I had a cellphone, but you were far more likely to reach me on AIM (AOL Instant Messenger) than by calling, especially since I had practically no reception from Cingular in my dorm.

It doesn't feel like it has been a long time—until I think about what someone would have access to if they could read everything I'd posted on Facebook between now and then.


That's why I get nervous when I read stories like the Wall Street Journal's "Life and Death Online: Who Controls a Digital Legacy?" (behind a paywall) and this piece from NBC's Rock Center "Digital Afterlife: What happens to your online accounts when you die?" (no paywall).

The gist of the stories is this: A loved one dies and family members fight to gain access to online accounts like Facebook to hold on to a piece of their daughter, or brother—and they can't due to privacy rules and laws.

In the WSJ article, which came out this weekend (sorry about the paywall), 16-year-old Alison Atkins died and her family thought it might have been suicide because she was sick and struggling with it. But how could they know for sure?

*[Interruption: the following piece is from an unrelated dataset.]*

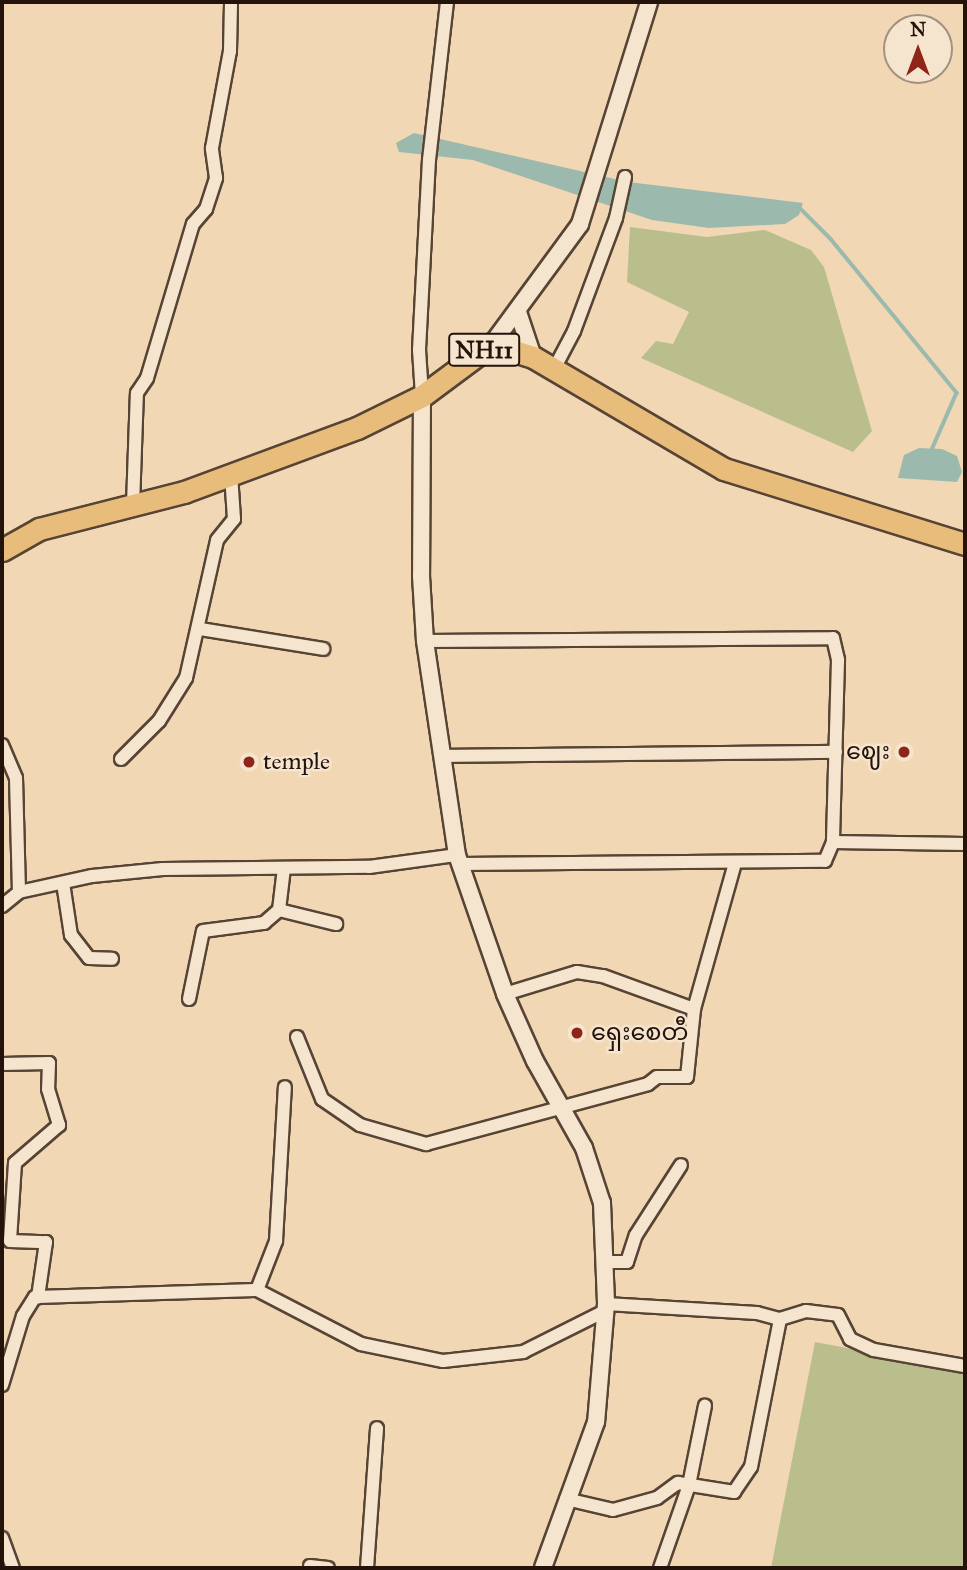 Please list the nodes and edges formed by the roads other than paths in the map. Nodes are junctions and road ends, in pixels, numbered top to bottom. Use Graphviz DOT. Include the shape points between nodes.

The teen's Facebook and Twitter passwords were saved on her computer (which the family had someone hack into), giving her family access to her private thoughts.

This might have been when I yelled "No!" at the screen:

Ms. Atkins used her access to Alison's accounts to change Alison's privacy settings, she says. She gave herself access to her sister's private Twitter posts, and unblocked herself and her parents on Alison's Facebook profile.

It's hard to argue with a grieving family's quest for a connection—any connection—they can get with their loved one, but inside I'm reading this and wondering "What about her privacy?"

Asked if she felt Alison had a right to privacy, her mother says she doesn't believe so. "She was my child. I felt I had a right to know."

I'm not a parent, so for the parents out there: Do you agree? Do you side with your right to know over the rights of the child to have privacy? The teen's family ended up coming across a secret blog, suicidal thoughts and many more private musings before the sites automatically logged out and they couldn't log back in. It may seem more clear-cut here, where the child is a minor, but what about for older children?

In the NBC story linked above, it was a 21-year-old man who committed suicide, without leaving a note. His family wanted to access his accounts to see what he was thinking:

“We are reeling with the reality of being parents who not only have our son who has died, but a very difficult death on top of it which is not anything we ever saw coming, which has added to our desire to really want to know why,” said Helen Stassen from her home in Prescott, Wis.

User agreements between social media sites like Facebook and Twitter guarantee users privacy, but families and lawyers have tried to argue that these accounts should be included in the estate, which would be turned over to the family.

I come down on the side of privacy, but I can see how grief could compel people to push for something different. What do you think?